An independent auditor is a Certified Public Accountant (CPA) or a Chartered Accountant (CA) who examines the financial records of a company which he/she is not affiliated with. An independent auditor is sometimes also called an ‘external auditor’.


Purpose of external auditors:

• To maintain transparency

• To submit an unbiased and independent audit report

• To protect shareholders’ and investors’ interests from fraudulent claims made by certain companies

• To improve the auditing and accounting procedures of public companies


Types of services offered by independent auditors:

• Examining financial statements and related financial data

• Providing recommendations to achieve greater efficiency

• Communicating to external parties the financial status of the client

• Evaluating assets of the company

• Analysing business processes and operations


Independent auditors are often mandated in many companies. This became increasingly important and relevant after the introduction of Sarbanes Oxley Act (SOX). While independent auditors are normally supposed to submit an ‘independent audit’, sometimes because of cost constraints, companies ask them to submit a ‘review’ or a ‘compilation’ annually while an independent audit is performed once in every few years.


Since the independent auditors need to have an objective approach and integrity towards the audit process, auditor independence is important.

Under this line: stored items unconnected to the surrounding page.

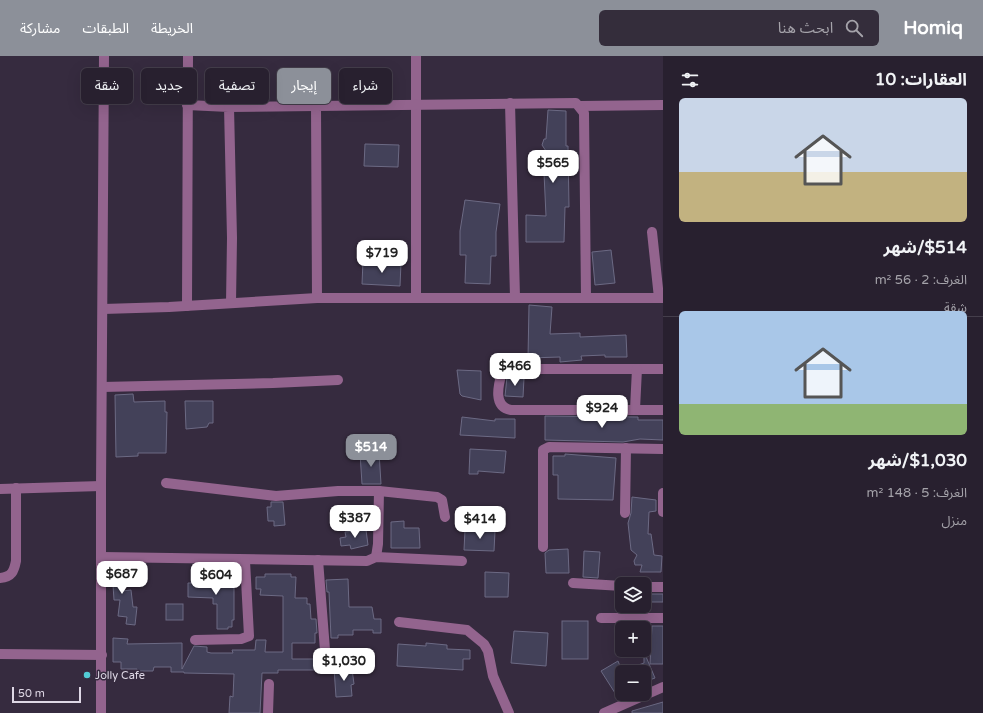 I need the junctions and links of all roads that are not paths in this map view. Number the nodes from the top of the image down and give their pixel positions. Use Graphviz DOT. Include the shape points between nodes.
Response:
graph roads {
  1 [pos="104,56"];
  2 [pos="188,56"];
  3 [pos="416,56"];
  4 [pos="416,103"];
  5 [pos="510,103"];
  6 [pos="188,105"];
  7 [pos="663,105"];
  8 [pos="316,106"];
  9 [pos="580,106"];
  10 [pos="230,107"];
  11 [pos="652,232"];
  12 [pos="416,297"];
  13 [pos="515,297"];
  14 [pos="317,298"];
  15 [pos="586,298"];
  16 [pos="661,298"];
  17 [pos="231,303"];
  18 [pos="187,306"];
  19 [pos="103,309"];
  20 [pos="637,369"];
  21 [pos="663,369"];
  22 [pos="338,380"];
  23 [pos="102,387"];
  24 [pos="635,409"];
  25 [pos="663,410"];
  26 [pos="626,448"];
  27 [pos="663,449"];
  28 [pos="166,483"];
  29 [pos="101,486"];
  30 [pos="16,488"];
  31 [pos="0,489"];
  32 [pos="379,491"];
  33 [pos="663,493"];
  34 [pos="663,512"];
  35 [pos="625,513"];
  36 [pos="445,517"];
  37 [pos="543,547"];
  38 [pos="102,557"];
  39 [pos="376,557"];
  40 [pos="318,560"];
  41 [pos="245,561"];
  42 [pos="462,561"];
  43 [pos="0,578"];
  44 [pos="573,583"];
  45 [pos="615,586"];
  46 [pos="651,586"];
  47 [pos="663,587"];
  48 [pos="601,618"];
  49 [pos="663,618"];
  50 [pos="399,622"];
  51 [pos="195,640"];
  52 [pos="0,654"];
  53 [pos="102,655"];
  54 [pos="326,663"];
  55 [pos="269,684"];
  56 [pos="663,687"];
  57 [pos="101,713"];
  58 [pos="268,713"];
  59 [pos="509,713"];
  60 [pos="604,713"];
  1 -- 19 [label="street"];
  2 -- 6 [label="street"];
  3 -- 4 [label="street"];
  4 -- 5 [label="street"];
  4 -- 8 [label="street"];
  4 -- 12 [label="street"];
  5 -- 9 [label="street" via="576,103"];
  5 -- 13 [label="street"];
  6 -- 10 [label="street"];
  6 -- 18 [label="street"];
  7 -- 9 [label="street"];
  8 -- 10 [label="street"];
  8 -- 14 [label="street"];
  9 -- 15 [label="street" via="584,113"];
  10 -- 17 [label="street"];
  11 -- 16 [label="street"];
  12 -- 13 [label="street"];
  12 -- 14 [label="street"];
  13 -- 15 [label="street"];
  14 -- 17 [label="street"];
  15 -- 16 [label="street"];
  17 -- 18 [label="street"];
  18 -- 19 [label="street"];
  19 -- 23 [label="street"];
  20 -- 21 [label="street"];
  20 -- 24 [label="street"];
  20 -- 24 [label="street" via="506,370 502,372 498,398 504,409 511,410"];
  22 -- 23 [label="street"];
  23 -- 29 [label="street"];
  24 -- 25 [label="street"];
  26 -- 27 [label="street"];
  26 -- 35 [label="street"];
  26 -- 37 [label="street" via="549,447 543,450"];
  28 -- 32 [label="street" via="276,496"];
  29 -- 30 [label="street"];
  29 -- 38 [label="street"];
  30 -- 31 [label="street"];
  30 -- 43 [label="street" via="16,561 14,572"];
  32 -- 36 [label="street" via="437,497 442,500"];
  32 -- 39 [label="street"];
  33 -- 34 [label="street"];
  38 -- 41 [label="street"];
  38 -- 53 [label="street"];
  39 -- 40 [label="street" via="367,561"];
  39 -- 42 [label="street"];
  40 -- 41 [label="street"];
  40 -- 54 [label="street"];
  41 -- 51 [label="street" via="249,636 241,639"];
  44 -- 45 [label="street"];
  46 -- 47 [label="street"];
  48 -- 49 [label="street"];
  50 -- 59 [label="street" via="467,630 484,644 493,676"];
  52 -- 53 [label="street"];
  53 -- 57 [label="street"];
  55 -- 58 [label="street"];
  56 -- 60 [label="street"];
}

Independence of the external auditor refers to independence from any party that may have an interest in the financial statements or business being audited. The external auditor is liable to third parties who may be affected by the decisions made based on the audit reports. Although, according to the Ultramares Doctrine, auditors are liable only to specific third parties who are named. Independent auditors are also restricted to the type of services they can provide to the clients that they audit, after that SOX Act. Independent auditors either work for public service firms or they are self-employed.